[Saved data entries]
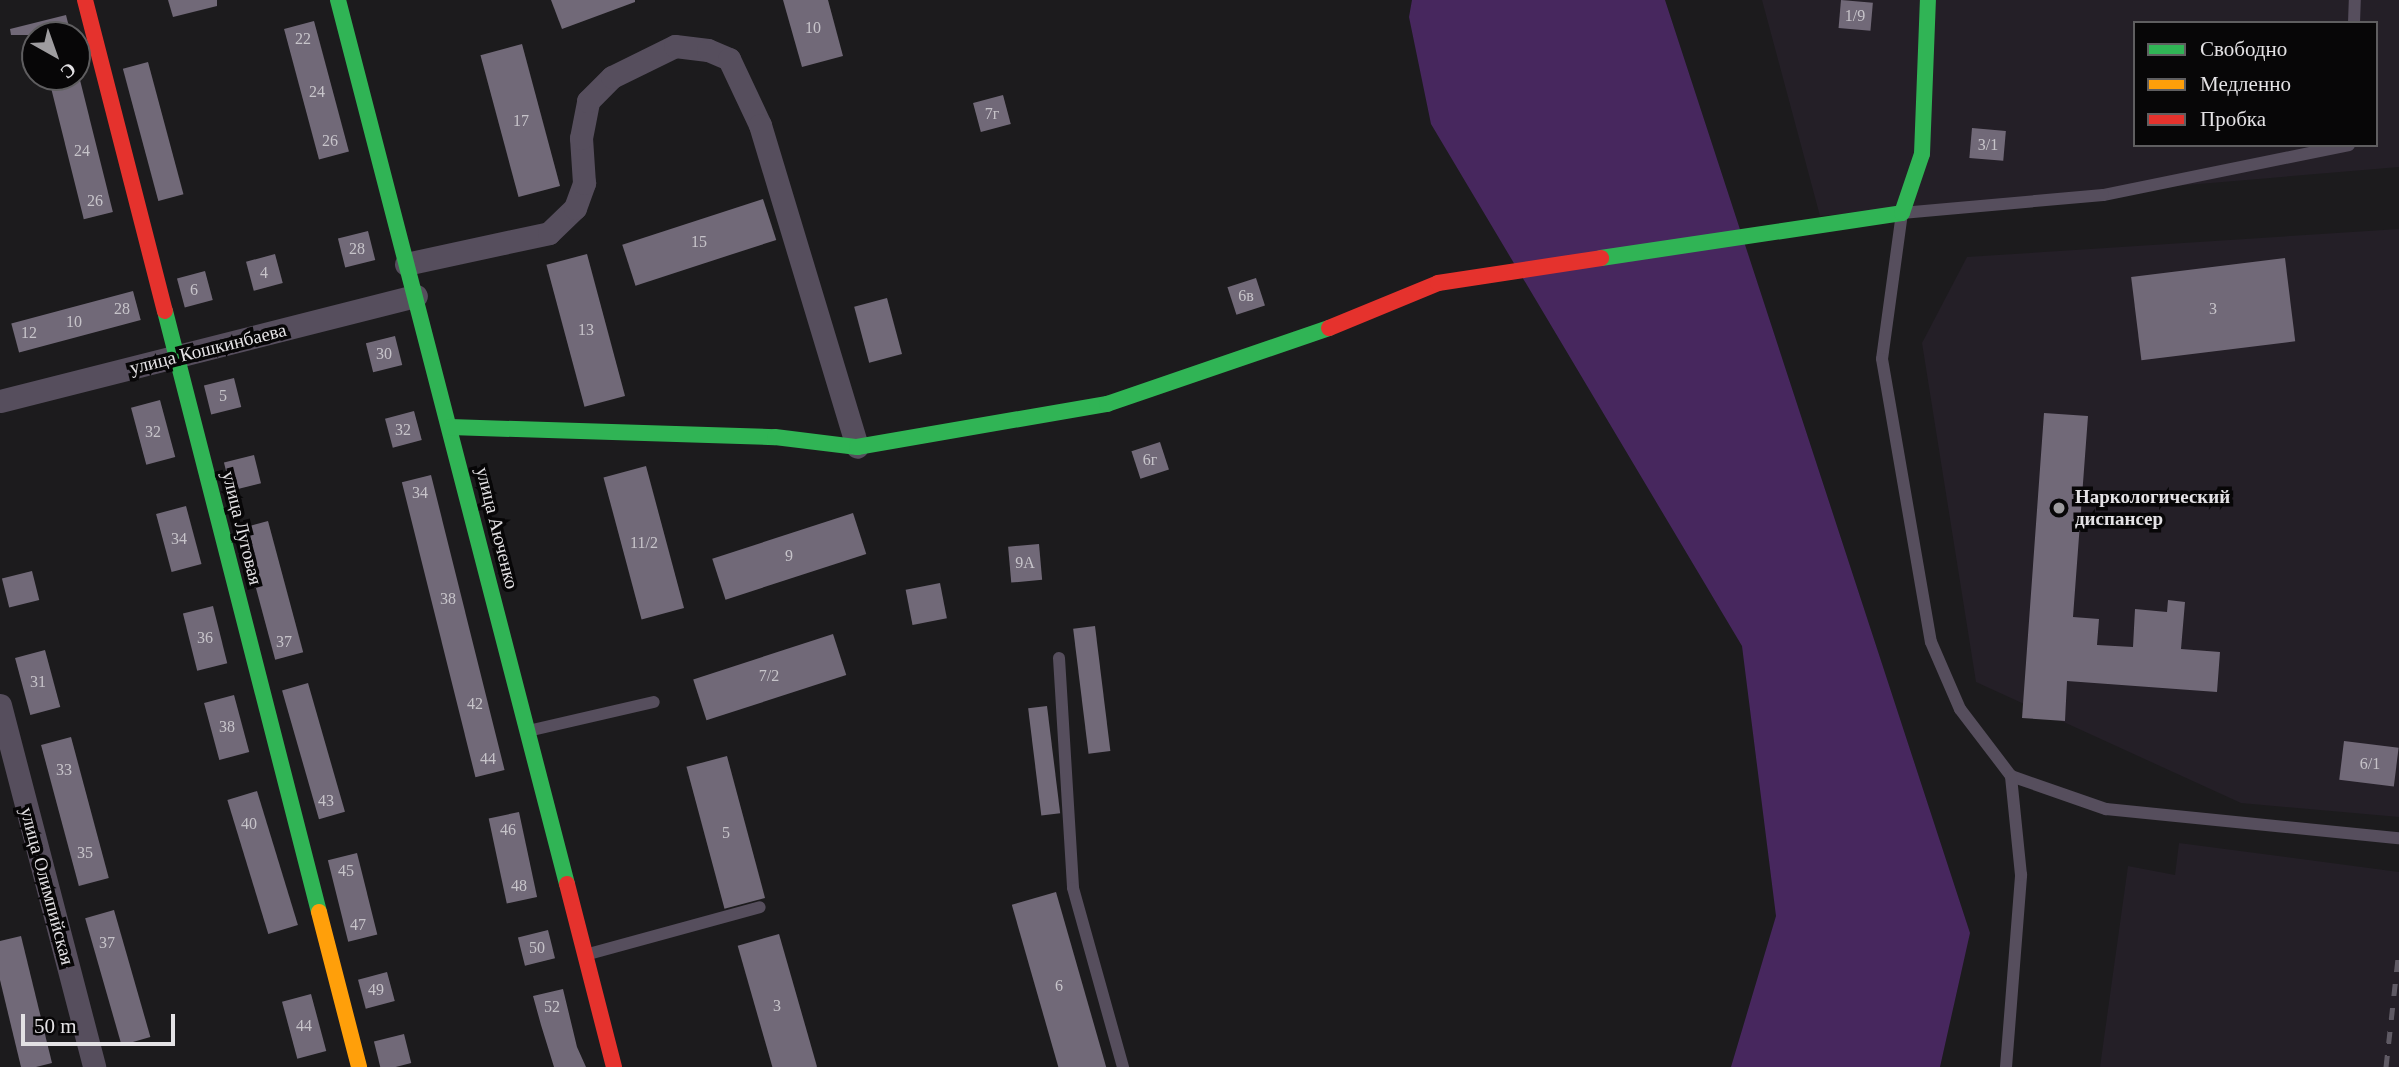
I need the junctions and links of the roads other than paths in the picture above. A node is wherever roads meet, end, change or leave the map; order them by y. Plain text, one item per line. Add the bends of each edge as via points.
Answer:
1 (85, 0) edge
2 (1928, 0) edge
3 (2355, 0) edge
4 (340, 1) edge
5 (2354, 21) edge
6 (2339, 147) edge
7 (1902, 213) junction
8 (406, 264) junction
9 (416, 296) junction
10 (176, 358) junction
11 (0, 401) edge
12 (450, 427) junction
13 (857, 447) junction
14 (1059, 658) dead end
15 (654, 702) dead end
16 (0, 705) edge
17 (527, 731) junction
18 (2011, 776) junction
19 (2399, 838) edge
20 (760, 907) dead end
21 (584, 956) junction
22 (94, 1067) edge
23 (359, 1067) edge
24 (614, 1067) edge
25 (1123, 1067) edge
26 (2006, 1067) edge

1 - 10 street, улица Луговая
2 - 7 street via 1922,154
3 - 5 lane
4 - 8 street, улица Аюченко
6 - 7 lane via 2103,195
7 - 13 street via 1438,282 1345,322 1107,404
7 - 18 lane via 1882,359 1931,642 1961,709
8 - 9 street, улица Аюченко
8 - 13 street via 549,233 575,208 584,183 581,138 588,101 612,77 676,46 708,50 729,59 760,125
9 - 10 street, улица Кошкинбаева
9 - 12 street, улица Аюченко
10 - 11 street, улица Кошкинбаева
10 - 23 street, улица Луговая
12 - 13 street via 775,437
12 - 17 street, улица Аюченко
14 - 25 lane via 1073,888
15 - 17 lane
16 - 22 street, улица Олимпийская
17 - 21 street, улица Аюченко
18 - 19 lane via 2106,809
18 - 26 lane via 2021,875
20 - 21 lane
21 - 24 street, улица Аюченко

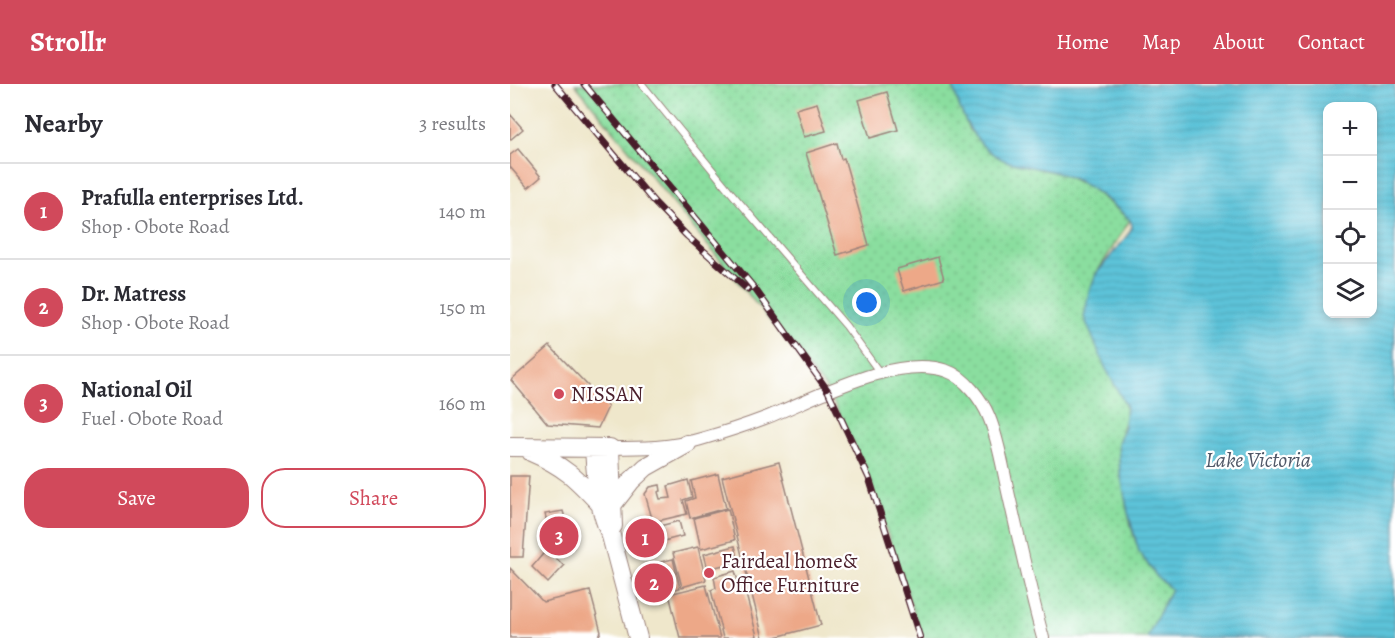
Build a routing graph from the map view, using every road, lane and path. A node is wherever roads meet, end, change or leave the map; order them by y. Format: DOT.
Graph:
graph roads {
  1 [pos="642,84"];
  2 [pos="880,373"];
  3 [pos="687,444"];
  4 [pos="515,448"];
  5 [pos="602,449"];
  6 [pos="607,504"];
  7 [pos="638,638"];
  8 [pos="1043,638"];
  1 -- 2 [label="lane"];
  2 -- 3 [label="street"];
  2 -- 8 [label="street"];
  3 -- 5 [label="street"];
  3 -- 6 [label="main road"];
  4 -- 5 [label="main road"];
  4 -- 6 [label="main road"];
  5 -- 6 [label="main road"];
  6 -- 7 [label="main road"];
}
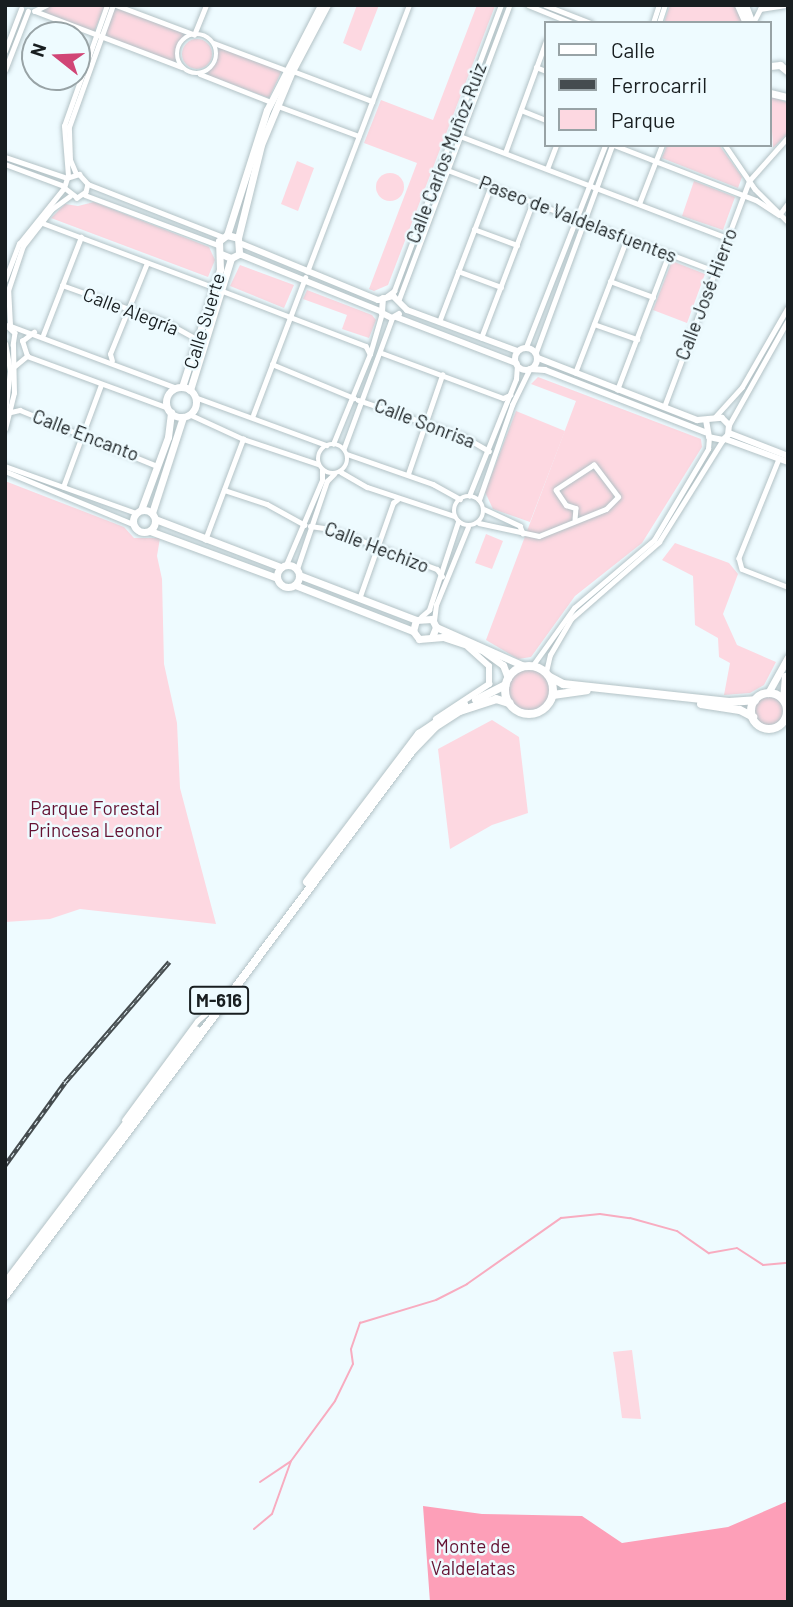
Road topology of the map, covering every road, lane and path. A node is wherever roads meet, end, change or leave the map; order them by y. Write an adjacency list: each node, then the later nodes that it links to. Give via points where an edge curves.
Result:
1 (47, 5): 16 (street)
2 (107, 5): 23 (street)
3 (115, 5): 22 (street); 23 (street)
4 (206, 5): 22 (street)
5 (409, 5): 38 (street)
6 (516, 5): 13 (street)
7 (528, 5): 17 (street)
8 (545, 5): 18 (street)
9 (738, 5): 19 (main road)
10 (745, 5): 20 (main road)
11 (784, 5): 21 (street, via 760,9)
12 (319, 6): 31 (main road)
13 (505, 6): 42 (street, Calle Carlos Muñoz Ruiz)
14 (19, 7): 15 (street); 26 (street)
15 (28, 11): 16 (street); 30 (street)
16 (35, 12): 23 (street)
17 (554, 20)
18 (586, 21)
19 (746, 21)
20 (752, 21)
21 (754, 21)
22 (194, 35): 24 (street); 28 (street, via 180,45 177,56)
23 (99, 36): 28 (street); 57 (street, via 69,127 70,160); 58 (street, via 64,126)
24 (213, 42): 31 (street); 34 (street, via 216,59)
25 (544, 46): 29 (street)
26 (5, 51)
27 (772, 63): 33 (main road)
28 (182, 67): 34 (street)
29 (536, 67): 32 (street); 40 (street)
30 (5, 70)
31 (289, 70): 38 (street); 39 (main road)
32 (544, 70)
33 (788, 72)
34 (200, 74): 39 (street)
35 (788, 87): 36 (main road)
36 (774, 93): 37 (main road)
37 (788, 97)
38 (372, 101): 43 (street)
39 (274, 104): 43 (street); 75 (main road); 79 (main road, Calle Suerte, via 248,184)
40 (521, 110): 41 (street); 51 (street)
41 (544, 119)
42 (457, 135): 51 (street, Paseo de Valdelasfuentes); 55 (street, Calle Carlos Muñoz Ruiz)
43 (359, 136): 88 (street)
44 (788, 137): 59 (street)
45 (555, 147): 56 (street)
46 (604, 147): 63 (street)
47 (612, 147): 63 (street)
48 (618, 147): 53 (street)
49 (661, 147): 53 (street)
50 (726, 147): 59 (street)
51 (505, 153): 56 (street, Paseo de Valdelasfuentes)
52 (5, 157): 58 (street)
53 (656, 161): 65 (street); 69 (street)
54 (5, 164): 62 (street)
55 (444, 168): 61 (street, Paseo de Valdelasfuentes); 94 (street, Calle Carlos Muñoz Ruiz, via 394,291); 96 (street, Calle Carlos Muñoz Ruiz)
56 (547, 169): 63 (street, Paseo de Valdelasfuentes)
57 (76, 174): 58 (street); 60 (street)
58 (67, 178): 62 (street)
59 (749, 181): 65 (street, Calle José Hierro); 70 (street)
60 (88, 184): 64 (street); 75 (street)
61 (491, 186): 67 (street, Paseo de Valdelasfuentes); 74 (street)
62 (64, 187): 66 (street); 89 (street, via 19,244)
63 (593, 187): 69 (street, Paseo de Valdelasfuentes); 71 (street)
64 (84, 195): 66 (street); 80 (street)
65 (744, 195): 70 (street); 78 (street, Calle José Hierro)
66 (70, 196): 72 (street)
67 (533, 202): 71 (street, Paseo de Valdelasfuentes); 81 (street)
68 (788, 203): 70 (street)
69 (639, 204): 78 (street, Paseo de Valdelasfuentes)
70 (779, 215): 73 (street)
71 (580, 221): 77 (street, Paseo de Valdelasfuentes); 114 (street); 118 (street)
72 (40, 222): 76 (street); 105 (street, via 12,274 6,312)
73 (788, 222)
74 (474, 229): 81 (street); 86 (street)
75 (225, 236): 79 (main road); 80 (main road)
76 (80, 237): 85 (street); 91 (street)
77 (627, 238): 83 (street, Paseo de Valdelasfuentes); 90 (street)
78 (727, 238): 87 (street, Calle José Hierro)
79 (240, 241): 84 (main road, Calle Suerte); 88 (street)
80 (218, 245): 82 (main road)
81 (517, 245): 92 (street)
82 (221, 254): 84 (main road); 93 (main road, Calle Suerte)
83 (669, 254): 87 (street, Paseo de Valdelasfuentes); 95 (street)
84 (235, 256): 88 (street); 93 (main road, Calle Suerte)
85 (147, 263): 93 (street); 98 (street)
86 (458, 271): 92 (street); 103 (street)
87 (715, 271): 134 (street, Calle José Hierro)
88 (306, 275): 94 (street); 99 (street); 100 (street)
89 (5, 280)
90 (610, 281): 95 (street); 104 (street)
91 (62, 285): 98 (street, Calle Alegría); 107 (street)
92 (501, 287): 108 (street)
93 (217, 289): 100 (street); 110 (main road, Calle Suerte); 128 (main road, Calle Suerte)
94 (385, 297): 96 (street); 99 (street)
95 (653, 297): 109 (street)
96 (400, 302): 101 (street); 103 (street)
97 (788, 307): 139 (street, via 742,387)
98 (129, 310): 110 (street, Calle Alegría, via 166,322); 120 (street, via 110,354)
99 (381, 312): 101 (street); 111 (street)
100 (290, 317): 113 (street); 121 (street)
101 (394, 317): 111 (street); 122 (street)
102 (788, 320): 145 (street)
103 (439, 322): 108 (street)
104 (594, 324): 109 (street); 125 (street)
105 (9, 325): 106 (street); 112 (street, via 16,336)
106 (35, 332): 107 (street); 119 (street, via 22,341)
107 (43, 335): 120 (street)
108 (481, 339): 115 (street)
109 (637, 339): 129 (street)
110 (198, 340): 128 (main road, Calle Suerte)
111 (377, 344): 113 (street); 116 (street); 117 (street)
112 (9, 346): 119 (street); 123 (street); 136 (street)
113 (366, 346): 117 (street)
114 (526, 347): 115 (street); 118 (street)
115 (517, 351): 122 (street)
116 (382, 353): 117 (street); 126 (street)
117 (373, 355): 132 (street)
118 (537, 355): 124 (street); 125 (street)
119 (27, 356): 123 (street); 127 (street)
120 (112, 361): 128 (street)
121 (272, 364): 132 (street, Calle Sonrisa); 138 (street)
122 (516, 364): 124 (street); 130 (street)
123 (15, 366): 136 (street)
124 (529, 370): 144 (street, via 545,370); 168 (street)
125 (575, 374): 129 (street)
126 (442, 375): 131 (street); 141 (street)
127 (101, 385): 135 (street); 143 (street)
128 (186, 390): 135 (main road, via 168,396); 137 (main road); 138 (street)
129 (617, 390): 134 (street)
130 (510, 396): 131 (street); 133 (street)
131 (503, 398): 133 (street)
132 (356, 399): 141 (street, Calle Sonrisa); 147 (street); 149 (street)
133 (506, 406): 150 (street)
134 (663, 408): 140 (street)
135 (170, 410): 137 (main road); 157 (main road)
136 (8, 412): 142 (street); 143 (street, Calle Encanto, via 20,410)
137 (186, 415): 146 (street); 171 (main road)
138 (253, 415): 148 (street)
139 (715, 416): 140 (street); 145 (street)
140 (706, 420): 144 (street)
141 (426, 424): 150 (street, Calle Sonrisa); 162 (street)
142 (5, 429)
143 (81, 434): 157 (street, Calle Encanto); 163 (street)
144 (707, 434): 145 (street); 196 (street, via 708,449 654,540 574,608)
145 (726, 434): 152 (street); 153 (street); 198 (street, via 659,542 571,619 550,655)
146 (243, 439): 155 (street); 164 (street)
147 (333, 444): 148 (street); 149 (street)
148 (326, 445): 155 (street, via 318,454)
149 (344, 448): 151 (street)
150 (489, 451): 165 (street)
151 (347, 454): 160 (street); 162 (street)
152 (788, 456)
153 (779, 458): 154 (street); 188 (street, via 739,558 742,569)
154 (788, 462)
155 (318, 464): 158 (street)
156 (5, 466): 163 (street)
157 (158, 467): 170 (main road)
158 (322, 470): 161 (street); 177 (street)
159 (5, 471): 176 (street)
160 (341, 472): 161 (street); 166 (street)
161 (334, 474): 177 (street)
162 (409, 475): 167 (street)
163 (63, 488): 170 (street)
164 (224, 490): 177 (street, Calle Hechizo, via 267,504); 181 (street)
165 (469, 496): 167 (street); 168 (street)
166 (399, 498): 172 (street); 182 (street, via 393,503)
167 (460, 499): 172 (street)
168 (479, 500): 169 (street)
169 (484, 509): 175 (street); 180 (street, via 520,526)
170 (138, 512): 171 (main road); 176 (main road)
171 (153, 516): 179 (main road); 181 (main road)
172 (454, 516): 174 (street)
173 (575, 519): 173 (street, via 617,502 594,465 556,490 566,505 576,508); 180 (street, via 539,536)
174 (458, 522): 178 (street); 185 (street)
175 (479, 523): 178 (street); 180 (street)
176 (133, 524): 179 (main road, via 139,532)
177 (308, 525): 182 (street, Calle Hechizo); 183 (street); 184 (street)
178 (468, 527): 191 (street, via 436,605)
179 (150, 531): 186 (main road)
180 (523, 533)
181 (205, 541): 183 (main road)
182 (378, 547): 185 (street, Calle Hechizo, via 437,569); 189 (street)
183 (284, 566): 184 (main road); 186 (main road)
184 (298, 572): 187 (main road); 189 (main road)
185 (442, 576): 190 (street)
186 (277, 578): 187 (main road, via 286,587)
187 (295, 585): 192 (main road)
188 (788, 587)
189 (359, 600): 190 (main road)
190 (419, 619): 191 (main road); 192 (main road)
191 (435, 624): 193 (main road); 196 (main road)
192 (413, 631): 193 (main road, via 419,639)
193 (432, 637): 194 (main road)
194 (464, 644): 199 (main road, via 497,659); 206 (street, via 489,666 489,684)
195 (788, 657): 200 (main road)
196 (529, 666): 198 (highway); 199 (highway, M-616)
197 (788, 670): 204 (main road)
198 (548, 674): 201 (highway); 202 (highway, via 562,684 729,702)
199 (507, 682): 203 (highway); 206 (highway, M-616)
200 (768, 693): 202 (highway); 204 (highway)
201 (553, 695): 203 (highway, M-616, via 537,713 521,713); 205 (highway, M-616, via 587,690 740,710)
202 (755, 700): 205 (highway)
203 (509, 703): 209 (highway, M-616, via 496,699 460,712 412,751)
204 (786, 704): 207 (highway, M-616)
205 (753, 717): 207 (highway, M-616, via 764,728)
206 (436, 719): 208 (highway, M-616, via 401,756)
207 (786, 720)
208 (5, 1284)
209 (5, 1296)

#### Work task
Select and copy every line from the records that includes the word "Луговая".

#### Response to the task
1 - 10 street, улица Луговая
10 - 23 street, улица Луговая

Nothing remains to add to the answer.